[Collected data]
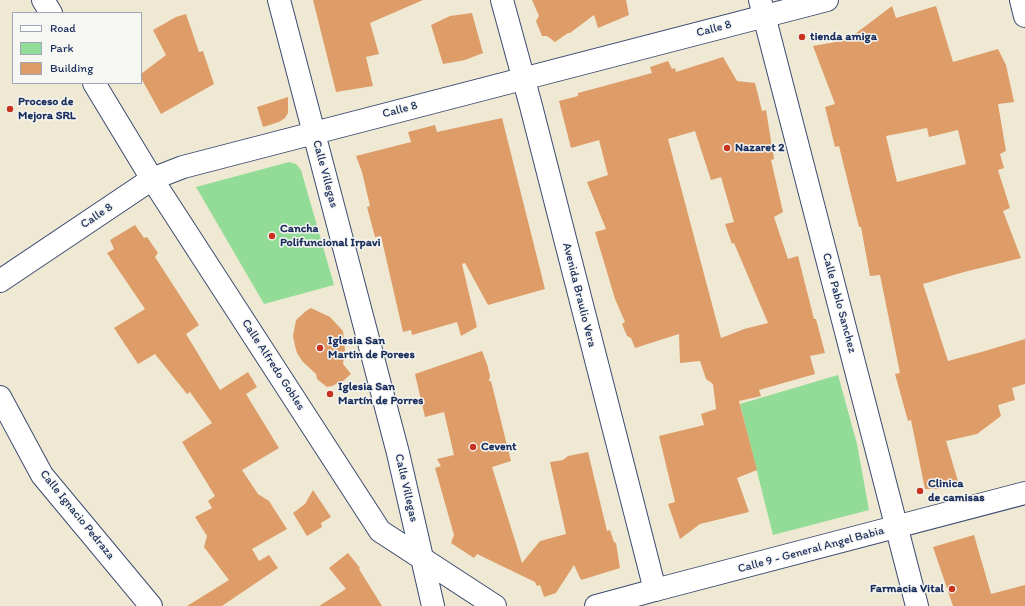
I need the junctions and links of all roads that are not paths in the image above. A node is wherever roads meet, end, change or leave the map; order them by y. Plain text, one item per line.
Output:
1 (43, 0) edge
2 (279, 0) edge
3 (502, 0) edge
4 (827, 0) edge
5 (1021, 0) edge
6 (762, 8) edge
7 (50, 12) edge
8 (1025, 16) edge
9 (522, 78) junction
10 (95, 84) edge
11 (314, 132) junction
12 (152, 178) junction
13 (0, 281) edge
14 (0, 397) edge
15 (1025, 493) edge
16 (898, 527) junction
17 (422, 557) junction
18 (655, 590) junction
19 (151, 606) edge
20 (433, 606) edge
21 (495, 606) edge
22 (596, 606) edge
23 (917, 606) edge

1 - 7 street
2 - 11 street, Calle Villegas
3 - 9 street, Avenida Braulio Vera
4 - 6 street, Calle 8
5 - 8 street
6 - 9 street, Calle 8
6 - 16 street, Calle Pablo Sanchez
9 - 11 street, Calle 8
9 - 18 street, Avenida Braulio Vera
10 - 12 street, Calle Alfredo Gobles
11 - 12 street, Calle 8
11 - 17 street, Calle Villegas
12 - 13 street, Calle 8
12 - 17 street, Calle Alfredo Gobles
14 - 19 street, Calle Ignacio Pedraza
15 - 16 street, Calle 9 - General Angel Babia
16 - 18 street, Calle 9 - General Angel Babia
16 - 23 street, Calle Pablo Sanchez
17 - 20 street, Calle Villegas
17 - 21 street, Calle Alfredo Gobles
18 - 22 street, Calle 9 - General Angel Babia

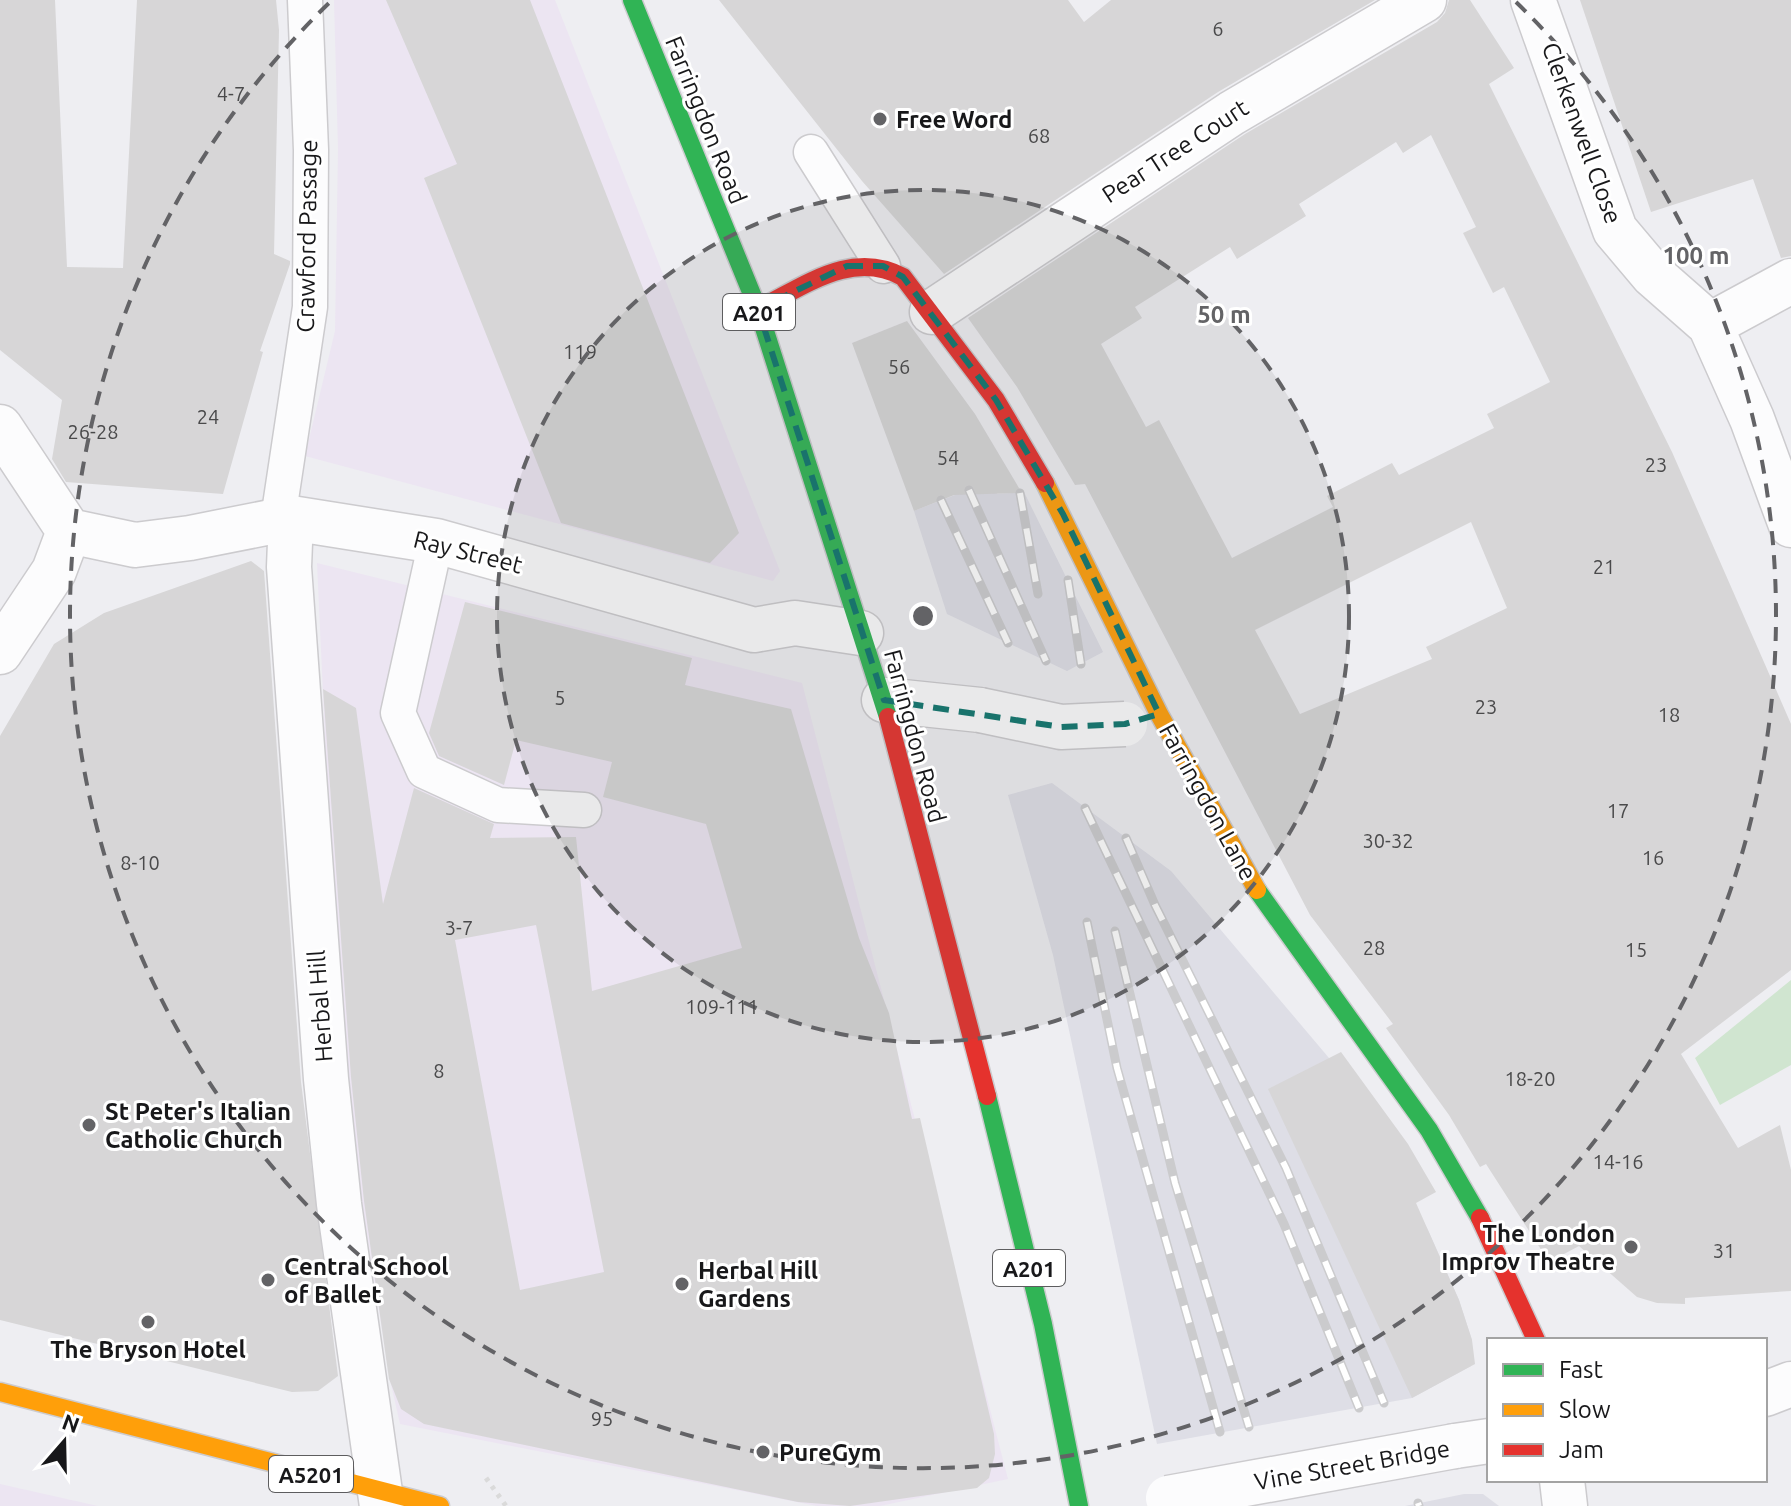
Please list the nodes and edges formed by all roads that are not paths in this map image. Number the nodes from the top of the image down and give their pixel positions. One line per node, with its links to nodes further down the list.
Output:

Exercise brief —
The answer must be the line containing "Please list the" and every line after it to the end of the data, exactly as written.

Exercise response —
Please list the nodes and edges formed by all roads that are not paths in this map image. Number the nodes from the top of the image down and give their pixel positions. One line per node, with its links to nodes further down the list.
Output:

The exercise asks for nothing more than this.